Осталась еще одна, последняя, измена на этом театре войны. Один из греческих вождей, Георгиос Караискакис, объединил свои силы с ренегатом, сулиотским лидером Джавеллой, который в отместку за какую-то обиду, нанесенную ему греческими моряками, решил осадить город, парализовать армию Байрона и, самое важное, — вбить клин между ним и Маврокордатосом. Они захватили заложников, заняли форт у входа в лагуну, где к ним присоединился турецкий флот, в результате чего в городе воцарилась анархия, горожане забаррикадировались в собственных домах, боясь резни, и обратились к Байрону за помощью. Власти арестовали подозреваемых и захватили документы, которые нашли прямо в том же доме, где жил Байрон. Некто Константине Вальпиотти признался, что он и Караискакис в предательском союзе с турками составили заговор с целью оккупации Миссолунги совместными силами, смещения временного правительства и захвата Байрона как заложника. Казалось, Байрон сам призывал все эти беды, так как однажды назвал себя «старательным кормчим собственных несчастий».

89

Перевод К. Атаровой.

Чтобы развеять панические настроения горожан, с блистательным пренебрежением к турецкому флоту — как и к самой судьбе, — Байрон решил проехать по городу во главе живописной процессии. Она состояла из пехотинцев и кавалеристов в белых топорщащихся юбках, с плюмажами и ружьями; Лукас ехал в красном мундире, сам Байрон — в зеленой куртке; народ приветствовал их криками и провожал за пределы северных ворот. Через несколько недель эти же люди будут просить хоть какую-то частичку «благородного тела» своего знаменитого лорда, чтобы поместить ее в церковь Святого Спиридония.

Его последнее письмо Терезе было сдержанным: «Пришла весна — сегодня видел ласточку, и пора бы — слякотная зима надоела… Я не пишу тебе в письмах о политике, это было бы слишком скучно, но больше и писать-то не о чем, кроме нескольких очень личных историй, которые я оставлю для viva voce [90] , когда мы встретимся».
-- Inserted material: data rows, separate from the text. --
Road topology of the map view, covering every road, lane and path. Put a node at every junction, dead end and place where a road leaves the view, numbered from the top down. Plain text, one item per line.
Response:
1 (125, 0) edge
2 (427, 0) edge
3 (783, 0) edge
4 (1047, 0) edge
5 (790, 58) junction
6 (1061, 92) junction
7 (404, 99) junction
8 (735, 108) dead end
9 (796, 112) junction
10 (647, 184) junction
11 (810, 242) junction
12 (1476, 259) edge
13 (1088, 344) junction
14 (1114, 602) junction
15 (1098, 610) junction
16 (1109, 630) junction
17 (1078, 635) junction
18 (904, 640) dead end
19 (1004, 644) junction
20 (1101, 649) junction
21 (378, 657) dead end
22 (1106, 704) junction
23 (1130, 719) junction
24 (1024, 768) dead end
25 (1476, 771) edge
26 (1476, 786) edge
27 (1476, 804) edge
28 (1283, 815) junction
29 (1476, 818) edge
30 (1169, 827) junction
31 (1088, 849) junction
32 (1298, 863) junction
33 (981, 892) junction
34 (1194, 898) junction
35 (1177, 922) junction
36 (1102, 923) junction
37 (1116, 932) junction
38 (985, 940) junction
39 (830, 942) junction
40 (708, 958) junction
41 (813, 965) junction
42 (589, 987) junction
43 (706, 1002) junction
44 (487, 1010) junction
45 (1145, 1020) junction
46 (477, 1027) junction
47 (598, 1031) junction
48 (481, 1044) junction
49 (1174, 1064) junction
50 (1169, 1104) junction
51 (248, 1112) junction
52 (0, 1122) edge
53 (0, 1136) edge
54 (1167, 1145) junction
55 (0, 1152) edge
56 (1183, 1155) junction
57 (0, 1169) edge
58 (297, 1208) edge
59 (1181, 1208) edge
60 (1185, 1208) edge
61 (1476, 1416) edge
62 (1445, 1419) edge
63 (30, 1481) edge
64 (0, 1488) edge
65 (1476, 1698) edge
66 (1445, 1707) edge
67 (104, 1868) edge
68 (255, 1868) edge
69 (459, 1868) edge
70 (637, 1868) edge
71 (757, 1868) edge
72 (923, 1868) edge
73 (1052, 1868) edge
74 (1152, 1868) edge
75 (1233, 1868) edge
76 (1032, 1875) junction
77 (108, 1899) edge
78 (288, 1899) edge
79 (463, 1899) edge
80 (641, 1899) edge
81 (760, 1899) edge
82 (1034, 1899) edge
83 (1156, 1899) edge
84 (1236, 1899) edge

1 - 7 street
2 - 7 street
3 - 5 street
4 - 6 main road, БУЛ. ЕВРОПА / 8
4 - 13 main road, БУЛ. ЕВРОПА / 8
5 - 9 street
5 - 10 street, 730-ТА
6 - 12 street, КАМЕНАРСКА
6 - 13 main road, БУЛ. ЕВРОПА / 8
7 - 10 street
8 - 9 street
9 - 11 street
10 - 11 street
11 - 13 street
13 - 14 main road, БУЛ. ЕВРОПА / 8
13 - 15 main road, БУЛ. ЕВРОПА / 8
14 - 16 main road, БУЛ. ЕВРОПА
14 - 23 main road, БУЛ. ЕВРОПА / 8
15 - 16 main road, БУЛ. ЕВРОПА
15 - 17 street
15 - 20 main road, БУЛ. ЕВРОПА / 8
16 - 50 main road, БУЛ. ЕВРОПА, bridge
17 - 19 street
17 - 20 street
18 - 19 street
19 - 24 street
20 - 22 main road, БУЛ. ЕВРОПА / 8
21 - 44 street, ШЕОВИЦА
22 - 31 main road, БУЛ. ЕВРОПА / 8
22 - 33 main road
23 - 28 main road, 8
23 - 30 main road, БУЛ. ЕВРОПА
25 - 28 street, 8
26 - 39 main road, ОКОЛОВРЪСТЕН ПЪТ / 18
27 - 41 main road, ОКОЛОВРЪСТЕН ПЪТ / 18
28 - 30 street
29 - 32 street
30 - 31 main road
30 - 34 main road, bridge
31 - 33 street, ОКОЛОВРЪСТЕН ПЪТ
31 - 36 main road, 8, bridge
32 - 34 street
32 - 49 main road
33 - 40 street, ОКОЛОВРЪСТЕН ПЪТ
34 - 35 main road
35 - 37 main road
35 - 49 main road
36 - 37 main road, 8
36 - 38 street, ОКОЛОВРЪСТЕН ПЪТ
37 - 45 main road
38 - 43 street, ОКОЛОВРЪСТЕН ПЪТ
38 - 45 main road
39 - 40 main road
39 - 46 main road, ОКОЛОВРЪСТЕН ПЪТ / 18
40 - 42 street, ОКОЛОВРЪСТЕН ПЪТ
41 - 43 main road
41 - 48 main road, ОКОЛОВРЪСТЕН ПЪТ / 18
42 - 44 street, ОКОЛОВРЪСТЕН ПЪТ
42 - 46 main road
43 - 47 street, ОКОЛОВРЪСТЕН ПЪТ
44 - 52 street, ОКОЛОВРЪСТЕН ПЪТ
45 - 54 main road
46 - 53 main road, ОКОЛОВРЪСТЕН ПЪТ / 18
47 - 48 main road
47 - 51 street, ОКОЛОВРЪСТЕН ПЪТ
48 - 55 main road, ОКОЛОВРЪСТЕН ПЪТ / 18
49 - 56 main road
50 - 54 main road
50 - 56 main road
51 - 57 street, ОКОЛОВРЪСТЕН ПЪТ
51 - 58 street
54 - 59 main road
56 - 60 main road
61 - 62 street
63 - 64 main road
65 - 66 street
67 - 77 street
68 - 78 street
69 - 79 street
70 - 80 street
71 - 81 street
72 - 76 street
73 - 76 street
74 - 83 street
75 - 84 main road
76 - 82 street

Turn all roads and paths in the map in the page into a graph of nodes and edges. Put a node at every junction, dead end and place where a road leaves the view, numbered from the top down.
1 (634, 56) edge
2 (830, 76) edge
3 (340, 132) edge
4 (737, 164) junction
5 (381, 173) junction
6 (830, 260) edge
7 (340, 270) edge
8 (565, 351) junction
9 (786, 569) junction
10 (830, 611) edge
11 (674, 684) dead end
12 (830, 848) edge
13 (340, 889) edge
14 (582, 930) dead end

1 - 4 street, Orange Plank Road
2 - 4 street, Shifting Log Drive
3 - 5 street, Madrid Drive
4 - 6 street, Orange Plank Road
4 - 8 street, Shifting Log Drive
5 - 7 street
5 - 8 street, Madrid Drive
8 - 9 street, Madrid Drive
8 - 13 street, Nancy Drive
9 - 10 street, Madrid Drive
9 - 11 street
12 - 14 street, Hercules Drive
Застигнутый ливнем, когда они с Гамбой скакали в оливковой роще за стенами Миссолунги, он вскоре свалился с простудой, которую лечили горячими ваннами и касторовым маслом. Через несколько дней лихорадка усилилась, и послали еще за двумя докторами — Лукасом Вайя, который когда-то лечил Али-пашу, и Трейбером, хирургом артиллерийской бригады. Врачи разошлись во мнениях, был ли это ревматизм, тиф или малярия. Согласились лишь на том, что больному следует пустить кровь, что они и делали неоднократно. При этом ланцет иногда проходил слишком близко к височной артерии, так что кровь невозможно было остановить. Пэрри изо всех сил старался воспрепятствовать действиям врачей, а Байрон в бреду выкрикивал: «Закройте вены! Закройте вены!»

90

Живого голоса, здесь: разговора (ит.).